[STUDY MATERIAL]:
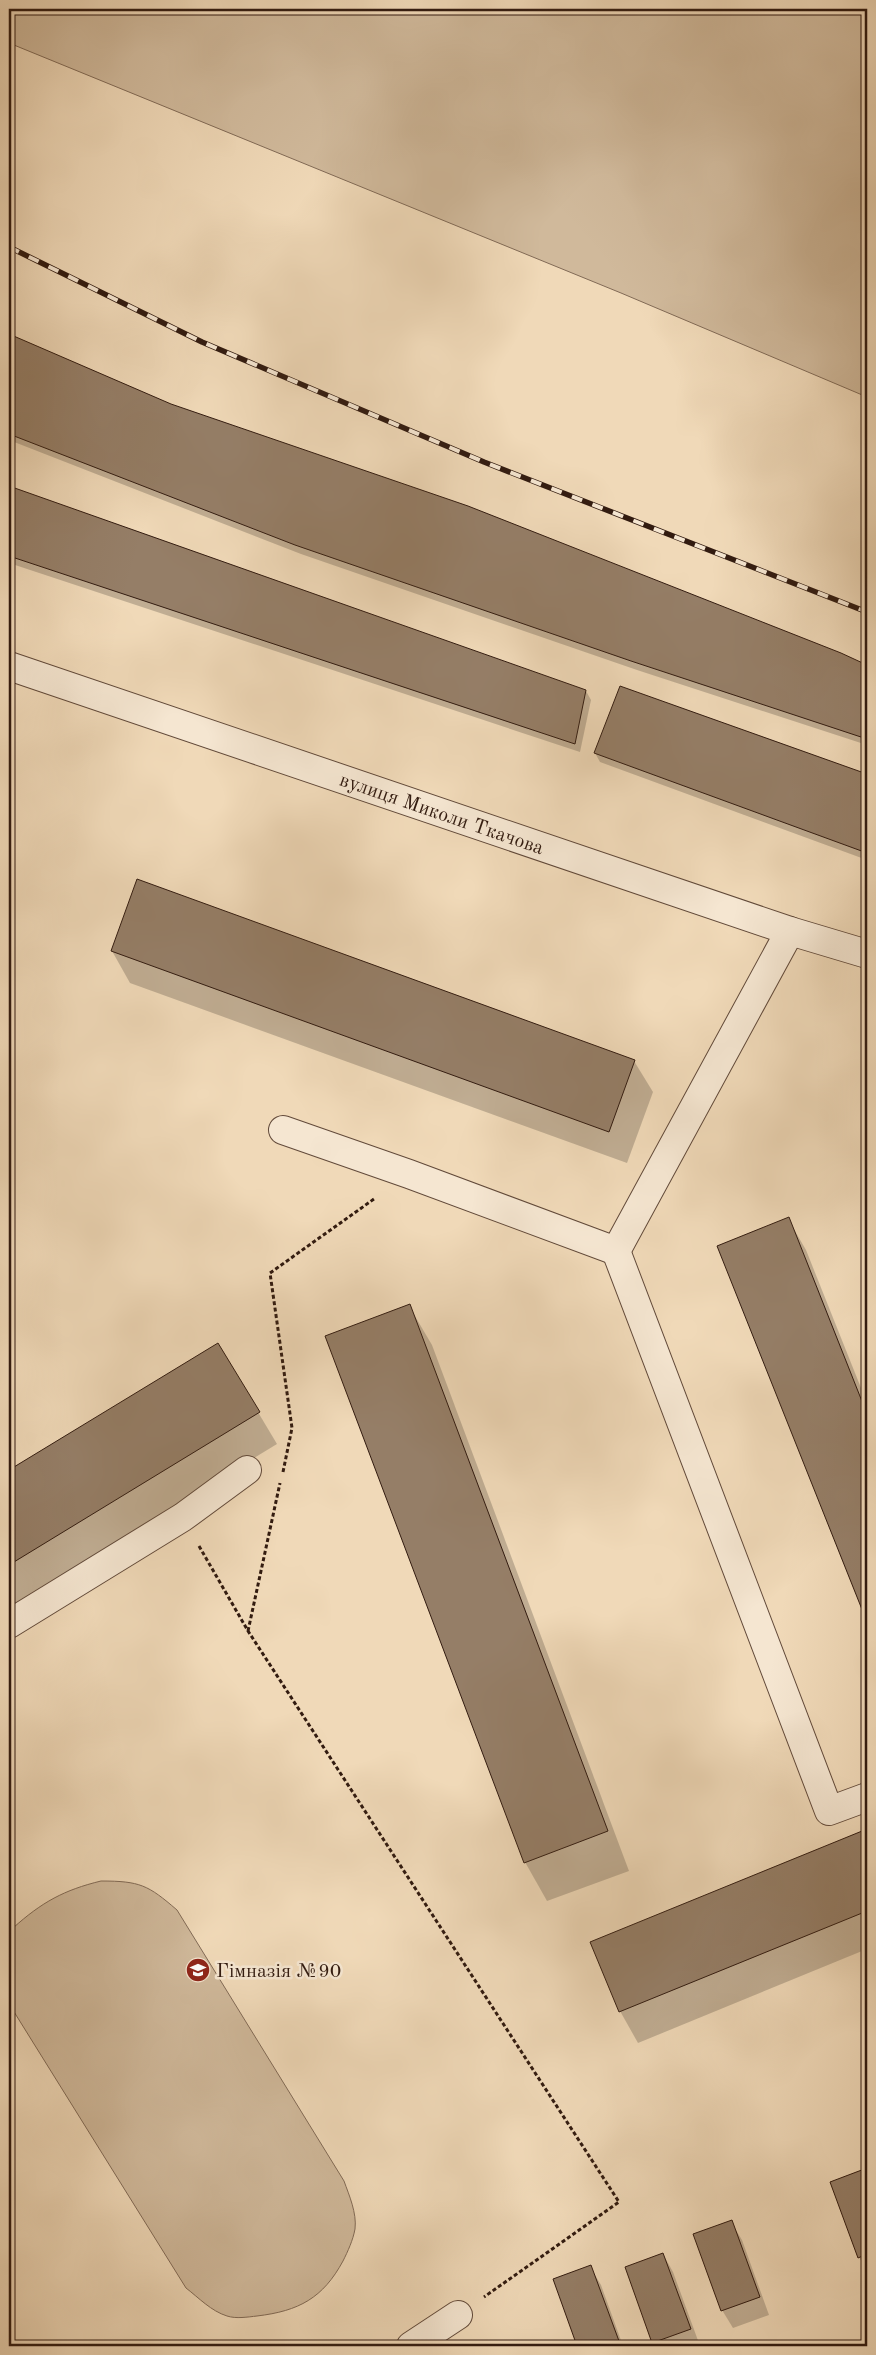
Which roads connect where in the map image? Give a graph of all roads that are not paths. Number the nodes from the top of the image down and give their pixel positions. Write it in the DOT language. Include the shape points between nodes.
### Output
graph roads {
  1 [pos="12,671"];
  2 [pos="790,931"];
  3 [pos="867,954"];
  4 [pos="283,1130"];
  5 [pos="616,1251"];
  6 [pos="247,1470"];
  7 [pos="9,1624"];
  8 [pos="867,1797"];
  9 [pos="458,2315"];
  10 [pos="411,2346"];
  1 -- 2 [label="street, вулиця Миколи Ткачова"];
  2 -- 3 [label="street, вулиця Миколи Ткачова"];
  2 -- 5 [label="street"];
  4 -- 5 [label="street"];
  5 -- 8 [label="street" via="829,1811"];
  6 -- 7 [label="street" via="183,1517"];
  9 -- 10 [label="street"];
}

[TASK BRIEF]: With the pictures excluded, restate the material exactly as it stands.

[ANSWER TO THIS TASK]:
Which roads connect where in the map image? Give a graph of all roads that are not paths. Number the nodes from the top of the image down and give their pixel positions. Write it in the DOT language. Include the shape points between nodes.
### Output
graph roads {
  1 [pos="12,671"];
  2 [pos="790,931"];
  3 [pos="867,954"];
  4 [pos="283,1130"];
  5 [pos="616,1251"];
  6 [pos="247,1470"];
  7 [pos="9,1624"];
  8 [pos="867,1797"];
  9 [pos="458,2315"];
  10 [pos="411,2346"];
  1 -- 2 [label="street, вулиця Миколи Ткачова"];
  2 -- 3 [label="street, вулиця Миколи Ткачова"];
  2 -- 5 [label="street"];
  4 -- 5 [label="street"];
  5 -- 8 [label="street" via="829,1811"];
  6 -- 7 [label="street" via="183,1517"];
  9 -- 10 [label="street"];
}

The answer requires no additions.